## Extracted material
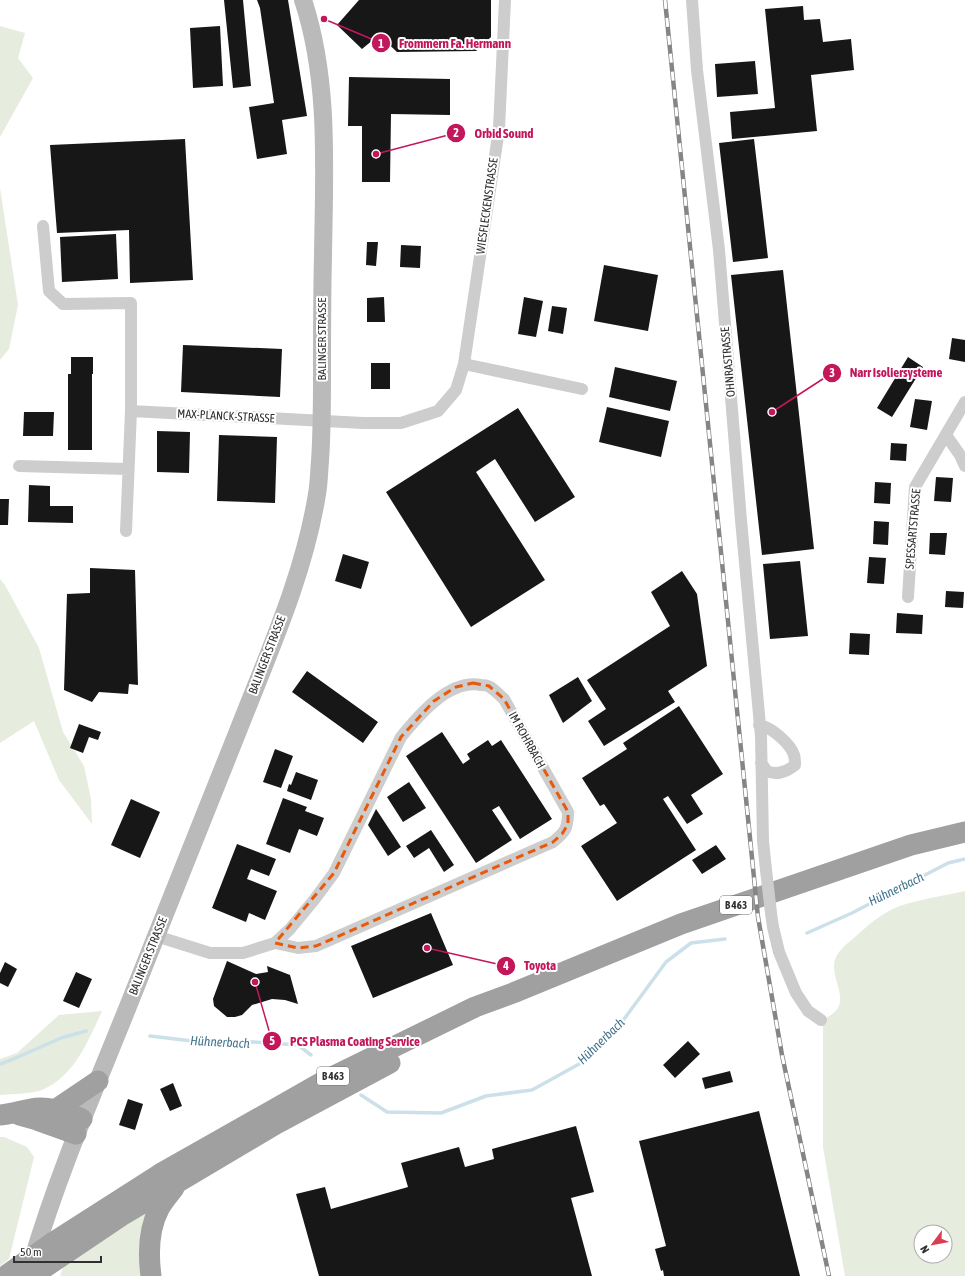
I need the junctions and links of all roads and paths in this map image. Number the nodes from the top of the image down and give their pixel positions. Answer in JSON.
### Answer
{"nodes":[{"id":1,"x":303,"y":0,"type":"edge"},
{"id":2,"x":505,"y":0,"type":"edge"},
{"id":3,"x":692,"y":0,"type":"edge"},
{"id":4,"x":43,"y":226,"type":"dead end"},
{"id":5,"x":464,"y":364,"type":"junction"},
{"id":6,"x":582,"y":389,"type":"dead end"},
{"id":7,"x":965,"y":402,"type":"edge"},
{"id":8,"x":131,"y":411,"type":"junction"},
{"id":9,"x":322,"y":420,"type":"junction"},
{"id":10,"x":946,"y":435,"type":"junction"},
{"id":11,"x":18,"y":466,"type":"dead end"},
{"id":12,"x":965,"y":466,"type":"edge"},
{"id":13,"x":128,"y":469,"type":"junction"},
{"id":14,"x":126,"y":531,"type":"dead end"},
{"id":15,"x":908,"y":597,"type":"dead end"},
{"id":16,"x":759,"y":725,"type":"junction"},
{"id":17,"x":761,"y":763,"type":"junction"},
{"id":18,"x":965,"y":832,"type":"edge"},
{"id":19,"x":156,"y":936,"type":"junction"},
{"id":20,"x":275,"y":943,"type":"junction"},
{"id":21,"x":513,"y":993,"type":"junction"},
{"id":22,"x":820,"y":1020,"type":"dead end"},
{"id":23,"x":98,"y":1081,"type":"junction"},
{"id":24,"x":55,"y":1110,"type":"junction"},
{"id":25,"x":6,"y":1114,"type":"edge"},
{"id":26,"x":79,"y":1127,"type":"junction"},
{"id":27,"x":176,"y":1184,"type":"junction"},
{"id":28,"x":35,"y":1273,"type":"edge"},
{"id":29,"x":6,"y":1275,"type":"edge"},
{"id":30,"x":151,"y":1276,"type":"edge"}],
"edges":[{"from":1,"to":9,"type":"main road","name":"BALINGER STRASSE"},
{"from":2,"to":5,"type":"street","name":"WIESFLECKENSTRASSE"},
{"from":3,"to":16,"type":"street","name":"OHNRASTRASSE"},
{"from":4,"to":8,"type":"street"},
{"from":5,"to":6,"type":"street"},
{"from":5,"to":9,"type":"street","name":"WIESFLECKENSTRASSE"},
{"from":7,"to":10,"type":"street","name":"SPESSARTSTRASSE"},
{"from":8,"to":9,"type":"street","name":"MAX-PLANCK-STRASSE"},
{"from":8,"to":13,"type":"street"},
{"from":9,"to":19,"type":"main road","name":"BALINGER STRASSE"},
{"from":10,"to":12,"type":"street"},
{"from":10,"to":15,"type":"street","name":"SPESSARTSTRASSE"},
{"from":11,"to":13,"type":"street"},
{"from":13,"to":14,"type":"street"},
{"from":16,"to":17,"type":"street","name":"OHNRASTRASSE"},
{"from":16,"to":17,"type":"street"},
{"from":17,"to":22,"type":"street","name":"OHNRASTRASSE","bridge":true},
{"from":18,"to":21,"type":"highway","number":"B 463"},
{"from":19,"to":20,"type":"street","name":"IM ROHRBACH"},
{"from":19,"to":23,"type":"main road","name":"BALINGER STRASSE"},
{"from":20,"to":20,"type":"street","name":"IM ROHRBACH"},
{"from":21,"to":27,"type":"highway","number":"B 463"},
{"from":21,"to":29,"type":"highway","number":"B 463","bridge":true},
{"from":23,"to":24,"type":"highway"},
{"from":23,"to":26,"type":"main road","name":"BALINGER STRASSE"},
{"from":24,"to":25,"type":"highway"},
{"from":24,"to":26,"type":"highway"},
{"from":25,"to":26,"type":"highway"},
{"from":26,"to":28,"type":"main road","name":"BALINGER STRASSE"},
{"from":27,"to":28,"type":"highway","number":"B 463"},
{"from":27,"to":30,"type":"highway"}]}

## Goal of the exercise
Check the listing above for lines containing the string "true", and copy each one.

## Task answer
{"from":17,"to":22,"type":"street","name":"OHNRASTRASSE","bridge":true},
{"from":21,"to":29,"type":"highway","number":"B 463","bridge":true},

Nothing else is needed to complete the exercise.